Democrats seem to believe we’re a nation of tax dodgers. The same people who have repeatedly claimed that voter fraud does not exist believe that large sections of the public, particularly high-income Americans and businesses, are not only avoiding taxes, which is perfectly legal, but are cheating the government out of hundreds of billions of dollars in Federal Income Tax Obligations.
Hence the guidance of the Inflation Reduction Act (IRA) to the Internal Revenue Service (IRS). But the provisions of the law raise some important questions.
So far, the focus has been on how many new employees the IRS will hire: Apparently there should be 87,000. You’ll work in a range of agency positions, but the ones that will draw the most attention are the new enforcement staff.
But perhaps a more important question is who the IRS will hire.
Do you remember Lois Lerner? She is the former IRS official and “a central figure in a scandal that erupted over whether the IRS inappropriately targeted conservative political groups,” as Politico put it at the time.
In 2013, she was caught obstructing and blocking nonprofit applications from Conservatives and Tea Party groups. She initially blamed IRS officials working in the States, but it soon became clear that she was the ringleader.
When called before Congress in March 2014, she pleaded for the Fifth Amendment to avoid self-incrimination. The Obama administration’s Department of Justice (DOJ), unsurprisingly, decided not to prosecute her and she was allowed to retire with her welfare benefits intact.

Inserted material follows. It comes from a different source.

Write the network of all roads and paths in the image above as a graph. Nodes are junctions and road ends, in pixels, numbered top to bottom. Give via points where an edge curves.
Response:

But that’s not all. Politico reported in 2015, “Last June, more than a year after the investigation, the IRS announced that it had lost two years’ worth of Lerner’s emails in a 2011 computer crash. The agency said the emails were unrecoverable because it recycled its hard drive and overwrote relevant backup tapes.”
It appears that many important emails have been conveniently lost during the Democratic administration when potential criminal investigations against Democrats are ongoing.

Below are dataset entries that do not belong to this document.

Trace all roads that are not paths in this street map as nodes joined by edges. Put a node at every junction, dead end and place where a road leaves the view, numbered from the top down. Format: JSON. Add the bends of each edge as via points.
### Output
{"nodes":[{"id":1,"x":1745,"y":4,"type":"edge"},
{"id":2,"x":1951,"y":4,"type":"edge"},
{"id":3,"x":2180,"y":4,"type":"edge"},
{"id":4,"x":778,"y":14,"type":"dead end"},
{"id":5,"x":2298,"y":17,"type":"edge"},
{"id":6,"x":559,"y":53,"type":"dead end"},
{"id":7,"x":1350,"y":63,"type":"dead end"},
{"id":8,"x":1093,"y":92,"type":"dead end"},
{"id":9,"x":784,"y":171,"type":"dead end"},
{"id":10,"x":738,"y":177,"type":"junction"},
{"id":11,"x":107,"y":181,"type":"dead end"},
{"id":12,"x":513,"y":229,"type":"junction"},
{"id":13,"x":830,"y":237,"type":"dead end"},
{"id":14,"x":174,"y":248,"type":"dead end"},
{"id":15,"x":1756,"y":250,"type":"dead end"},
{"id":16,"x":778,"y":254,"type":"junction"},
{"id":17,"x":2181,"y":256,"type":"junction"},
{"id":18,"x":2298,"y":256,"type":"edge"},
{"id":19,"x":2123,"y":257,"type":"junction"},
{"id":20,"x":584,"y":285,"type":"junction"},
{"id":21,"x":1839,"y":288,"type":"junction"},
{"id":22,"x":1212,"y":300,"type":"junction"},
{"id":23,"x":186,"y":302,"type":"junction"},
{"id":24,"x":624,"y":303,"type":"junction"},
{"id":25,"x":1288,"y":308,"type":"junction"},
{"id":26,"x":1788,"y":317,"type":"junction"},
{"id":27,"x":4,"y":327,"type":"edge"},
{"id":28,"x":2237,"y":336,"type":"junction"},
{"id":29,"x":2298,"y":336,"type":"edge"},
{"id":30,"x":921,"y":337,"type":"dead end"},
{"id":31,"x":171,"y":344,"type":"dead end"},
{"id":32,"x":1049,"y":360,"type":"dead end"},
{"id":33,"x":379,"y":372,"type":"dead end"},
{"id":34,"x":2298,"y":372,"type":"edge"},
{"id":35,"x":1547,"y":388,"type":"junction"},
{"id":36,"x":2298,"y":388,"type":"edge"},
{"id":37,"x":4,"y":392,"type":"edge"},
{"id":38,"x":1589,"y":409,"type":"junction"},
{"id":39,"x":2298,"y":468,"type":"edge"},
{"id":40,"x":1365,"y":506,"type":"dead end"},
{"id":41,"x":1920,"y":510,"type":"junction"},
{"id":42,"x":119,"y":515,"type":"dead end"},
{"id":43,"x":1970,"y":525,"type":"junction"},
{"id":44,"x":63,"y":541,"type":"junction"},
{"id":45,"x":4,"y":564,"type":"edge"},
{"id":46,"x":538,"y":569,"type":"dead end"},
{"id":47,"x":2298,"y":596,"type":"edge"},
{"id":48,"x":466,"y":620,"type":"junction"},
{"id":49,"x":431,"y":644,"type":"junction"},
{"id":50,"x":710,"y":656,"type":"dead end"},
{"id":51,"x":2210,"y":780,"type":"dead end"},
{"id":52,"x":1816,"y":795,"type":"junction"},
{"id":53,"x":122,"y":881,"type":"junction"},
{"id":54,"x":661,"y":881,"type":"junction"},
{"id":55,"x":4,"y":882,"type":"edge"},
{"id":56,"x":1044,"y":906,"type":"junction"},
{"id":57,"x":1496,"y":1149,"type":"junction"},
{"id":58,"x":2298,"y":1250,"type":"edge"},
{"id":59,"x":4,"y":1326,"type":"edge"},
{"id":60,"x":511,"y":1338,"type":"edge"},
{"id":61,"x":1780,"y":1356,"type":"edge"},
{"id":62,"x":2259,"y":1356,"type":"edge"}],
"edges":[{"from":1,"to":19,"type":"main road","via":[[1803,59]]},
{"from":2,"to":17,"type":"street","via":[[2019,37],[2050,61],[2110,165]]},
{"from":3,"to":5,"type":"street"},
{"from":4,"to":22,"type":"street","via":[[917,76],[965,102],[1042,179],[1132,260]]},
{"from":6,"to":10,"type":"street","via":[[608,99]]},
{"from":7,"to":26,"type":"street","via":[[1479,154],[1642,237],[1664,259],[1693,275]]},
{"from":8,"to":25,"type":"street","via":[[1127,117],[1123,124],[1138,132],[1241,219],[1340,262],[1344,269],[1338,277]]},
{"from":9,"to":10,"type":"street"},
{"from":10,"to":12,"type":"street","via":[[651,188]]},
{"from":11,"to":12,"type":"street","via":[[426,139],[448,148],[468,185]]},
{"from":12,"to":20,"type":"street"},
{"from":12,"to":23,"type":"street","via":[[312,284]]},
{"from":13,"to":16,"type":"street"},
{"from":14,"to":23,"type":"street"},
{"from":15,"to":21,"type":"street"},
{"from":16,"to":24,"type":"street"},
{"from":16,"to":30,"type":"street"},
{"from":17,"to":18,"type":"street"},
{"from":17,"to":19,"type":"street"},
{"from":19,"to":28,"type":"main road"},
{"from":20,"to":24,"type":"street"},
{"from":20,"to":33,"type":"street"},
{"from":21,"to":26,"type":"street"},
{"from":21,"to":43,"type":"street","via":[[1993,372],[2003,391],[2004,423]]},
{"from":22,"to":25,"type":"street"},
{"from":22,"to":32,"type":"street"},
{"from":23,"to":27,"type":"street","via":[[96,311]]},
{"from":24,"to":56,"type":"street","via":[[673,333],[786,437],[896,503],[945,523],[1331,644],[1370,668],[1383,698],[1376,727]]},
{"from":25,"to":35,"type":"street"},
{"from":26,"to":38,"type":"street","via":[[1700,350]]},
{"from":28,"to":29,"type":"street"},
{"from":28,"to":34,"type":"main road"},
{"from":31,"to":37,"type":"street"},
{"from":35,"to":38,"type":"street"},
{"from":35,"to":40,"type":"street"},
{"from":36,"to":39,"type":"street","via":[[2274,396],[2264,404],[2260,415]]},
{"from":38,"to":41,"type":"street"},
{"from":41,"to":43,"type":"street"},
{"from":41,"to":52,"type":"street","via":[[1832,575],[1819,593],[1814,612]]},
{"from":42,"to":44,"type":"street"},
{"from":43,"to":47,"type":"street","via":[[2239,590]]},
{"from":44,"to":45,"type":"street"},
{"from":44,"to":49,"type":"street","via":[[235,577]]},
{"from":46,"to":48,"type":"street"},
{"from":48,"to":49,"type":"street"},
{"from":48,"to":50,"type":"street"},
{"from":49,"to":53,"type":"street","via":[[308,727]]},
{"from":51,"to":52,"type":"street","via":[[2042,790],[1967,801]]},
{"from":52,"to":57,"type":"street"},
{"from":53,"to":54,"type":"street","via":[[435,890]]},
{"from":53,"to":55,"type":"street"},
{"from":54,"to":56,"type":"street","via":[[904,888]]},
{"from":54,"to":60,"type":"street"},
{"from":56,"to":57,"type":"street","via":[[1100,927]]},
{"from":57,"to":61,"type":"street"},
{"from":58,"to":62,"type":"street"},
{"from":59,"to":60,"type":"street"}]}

Was the Lerner scandal an isolated case? Emily Brooks of The Hill recently reported on all the incidents that have caused Republicans to distrust the FBI, including the efforts of FBI’s Lisa Page and Peter Strzok to expose the lies of President Trump and another FBI agent to the FISA to undermine the court.

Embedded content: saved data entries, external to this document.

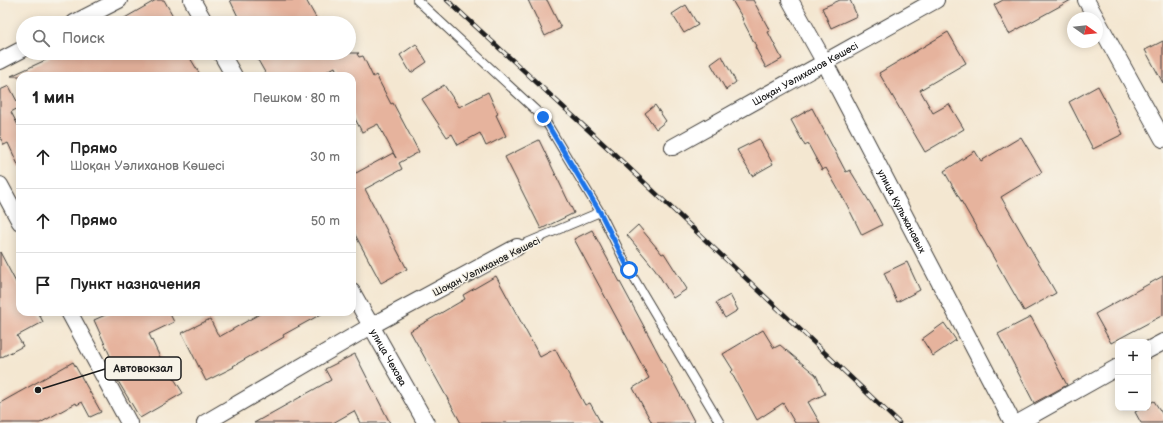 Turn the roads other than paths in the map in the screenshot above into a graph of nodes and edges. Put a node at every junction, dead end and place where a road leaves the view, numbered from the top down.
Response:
1 (119, 0) edge
2 (192, 0) edge
3 (417, 0) edge
4 (790, 0) edge
5 (936, 0) edge
6 (1086, 0) edge
7 (1092, 12) edge
8 (88, 16) edge
9 (201, 16) edge
10 (1103, 32) edge
11 (16, 53) edge
12 (225, 60) edge
13 (0, 61) edge
14 (825, 63) junction
15 (232, 72) edge
16 (1163, 139) edge
17 (673, 148) dead end
18 (0, 185) edge
19 (600, 212) junction
20 (16, 215) edge
21 (517, 247) joint
22 (356, 300) edge
23 (71, 316) edge
24 (370, 326) junction
25 (1163, 342) edge
26 (1151, 348) edge
27 (1115, 369) edge
28 (129, 423) edge
29 (205, 423) edge
30 (426, 423) edge
31 (720, 423) edge
32 (1013, 423) edge
33 (1018, 423) edge

1 - 8 street
2 - 9 street
3 - 19 lane
4 - 14 street, улица Кульжановых
5 - 14 street, Шоқан Уәлиханов Көшесі
6 - 7 street
10 - 16 street
11 - 13 street
12 - 15 street
14 - 17 street, Шоқан Уәлиханов Көшесі
14 - 32 street, улица Кульжановых
18 - 20 street
19 - 21 lane, Шоқан Уәлиханов Көшесі
19 - 31 lane
21 - 24 street, Шоқан Уәлиханов Көшесі
22 - 24 street, улица Чехова
23 - 28 street
24 - 29 street, Шоқан Уәлиханов Көшесі
24 - 30 street, улица Чехова
25 - 26 street
27 - 33 street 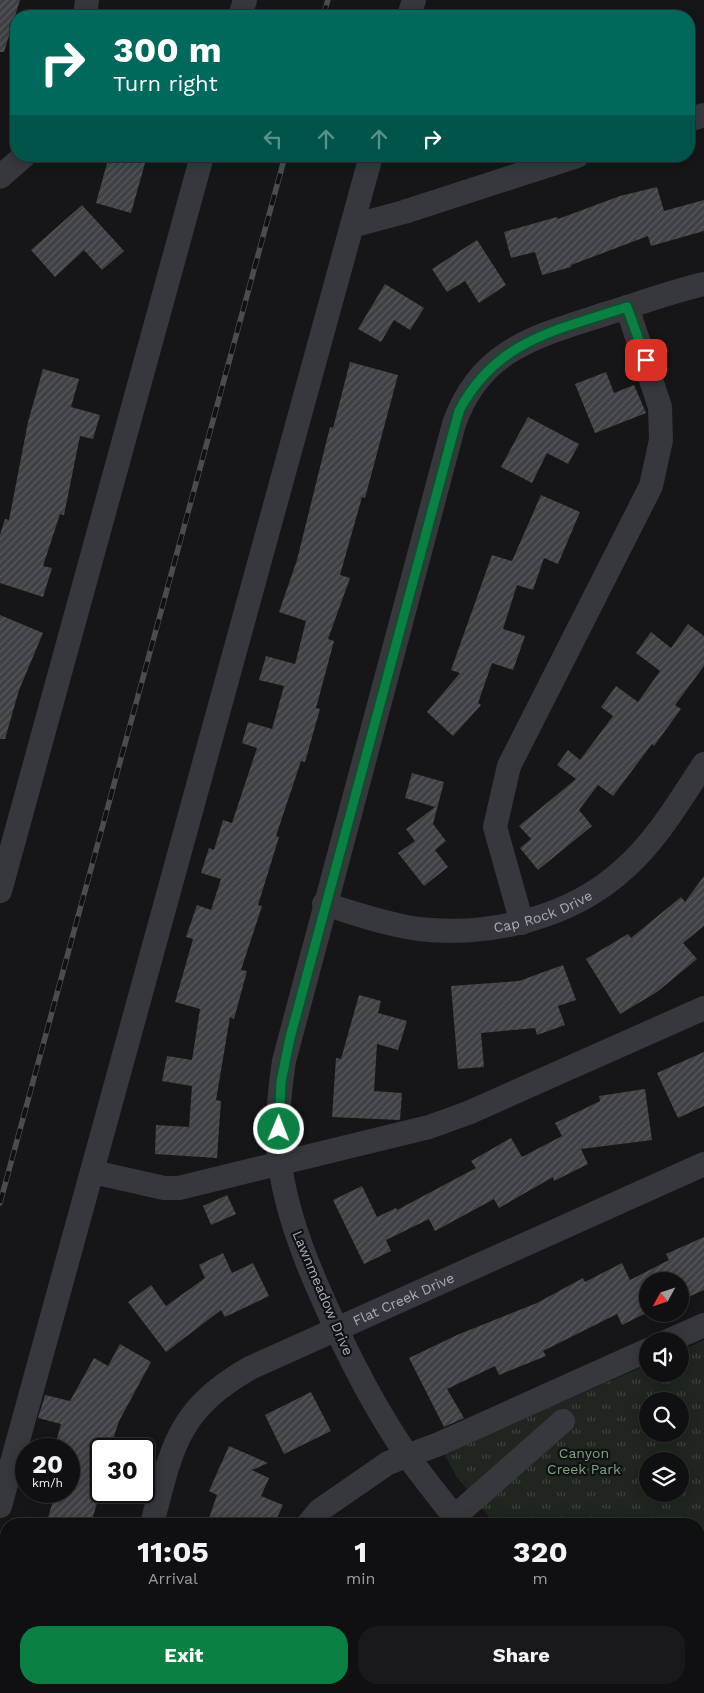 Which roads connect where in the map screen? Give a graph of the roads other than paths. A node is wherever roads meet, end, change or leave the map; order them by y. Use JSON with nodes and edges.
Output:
{"nodes":[{"id":1,"x":17,"y":162,"type":"edge"},
{"id":2,"x":200,"y":162,"type":"edge"},
{"id":3,"x":369,"y":162,"type":"edge"},
{"id":4,"x":558,"y":162,"type":"edge"},
{"id":5,"x":0,"y":177,"type":"edge"},
{"id":6,"x":352,"y":226,"type":"junction"},
{"id":7,"x":704,"y":284,"type":"edge"},
{"id":8,"x":627,"y":307,"type":"junction"},
{"id":9,"x":704,"y":764,"type":"edge"},
{"id":10,"x":0,"y":891,"type":"edge"},
{"id":11,"x":324,"y":904,"type":"junction"},
{"id":12,"x":522,"y":923,"type":"junction"},
{"id":13,"x":704,"y":1008,"type":"edge"},
{"id":14,"x":280,"y":1163,"type":"junction"},
{"id":15,"x":704,"y":1164,"type":"edge"},
{"id":16,"x":93,"y":1172,"type":"junction"},
{"id":17,"x":704,"y":1325,"type":"edge"},
{"id":18,"x":336,"y":1329,"type":"junction"},
{"id":19,"x":688,"y":1332,"type":"edge"},
{"id":20,"x":639,"y":1354,"type":"edge"},
{"id":21,"x":563,"y":1422,"type":"dead end"},
{"id":22,"x":408,"y":1457,"type":"junction"},
{"id":23,"x":0,"y":1506,"type":"edge"},
{"id":24,"x":154,"y":1518,"type":"edge"},
{"id":25,"x":313,"y":1518,"type":"edge"},
{"id":26,"x":455,"y":1518,"type":"edge"},
{"id":27,"x":459,"y":1518,"type":"edge"}],
"edges":[{"from":1,"to":5,"type":"street"},
{"from":2,"to":10,"type":"street"},
{"from":3,"to":6,"type":"street"},
{"from":4,"to":6,"type":"street"},
{"from":6,"to":16,"type":"street"},
{"from":7,"to":8,"type":"street","name":"Lawnmeadow Drive"},
{"from":8,"to":11,"type":"street","name":"Lawnmeadow Drive"},
{"from":8,"to":12,"type":"street"},
{"from":9,"to":12,"type":"street","name":"Cap Rock Drive"},
{"from":11,"to":12,"type":"street","name":"Cap Rock Drive"},
{"from":11,"to":14,"type":"street","name":"Lawnmeadow Drive"},
{"from":13,"to":14,"type":"street"},
{"from":14,"to":16,"type":"street"},
{"from":14,"to":18,"type":"street","name":"Lawnmeadow Drive"},
{"from":15,"to":18,"type":"street","name":"Flat Creek Drive"},
{"from":16,"to":23,"type":"street"},
{"from":17,"to":19,"type":"street"},
{"from":18,"to":22,"type":"street","name":"Lawnmeadow Drive"},
{"from":18,"to":24,"type":"street","name":"Flat Creek Drive"},
{"from":20,"to":22,"type":"street"},
{"from":21,"to":27,"type":"street"},
{"from":22,"to":25,"type":"street"},
{"from":22,"to":26,"type":"street","name":"Lawnmeadow Drive"}]}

Given that the IRS and FBI, and perhaps the DOJ, appear to have had a number of senior officials actively trying to undermine conservatives and their organizations, conservatives have every reason to be skeptical of the thousands of new IRS employees.
President Biden and virtually every Democrat who voted for the IRA said the new IRS agents would only target taxpayers with incomes over $400,000. But the Congressional Budget Office (CBO) sees it differently.
The CBO recently released a letter to Sen. Mike Crapo (R-Idaho) estimating that about $20 billion of the projected increase in sales will come from people making less than $400,000. Even Treasury Secretary Janet Yellen backs her statements.
But there may also be a political purpose in hiring all new IRS enforcement officers.
The fact is that the tax code has become so vast and complex, especially for large corporations, that IRS agents could, with a vengeance, accuse or at least imply that individuals or corporations have broken the tax code when they did nothing wrong.
One way Washington makes life difficult for individuals and corporations is its investigative powers, particularly against political enemies and those who have discredited the party in power. The windfall of IRS enforcement opens the door to countless investigations that may or may not involve genuine tax evasion.
While the IRS occasionally finds wealthy individuals and large corporations who have cheated their taxes, the real threat to most people from the IRS’s expanded enforcement is the fear of being accused of being a tax evader. Everyone will remember the charge; few will remember the justification.
And few of the accusers will ever be held accountable. Just ask Lois Lerner.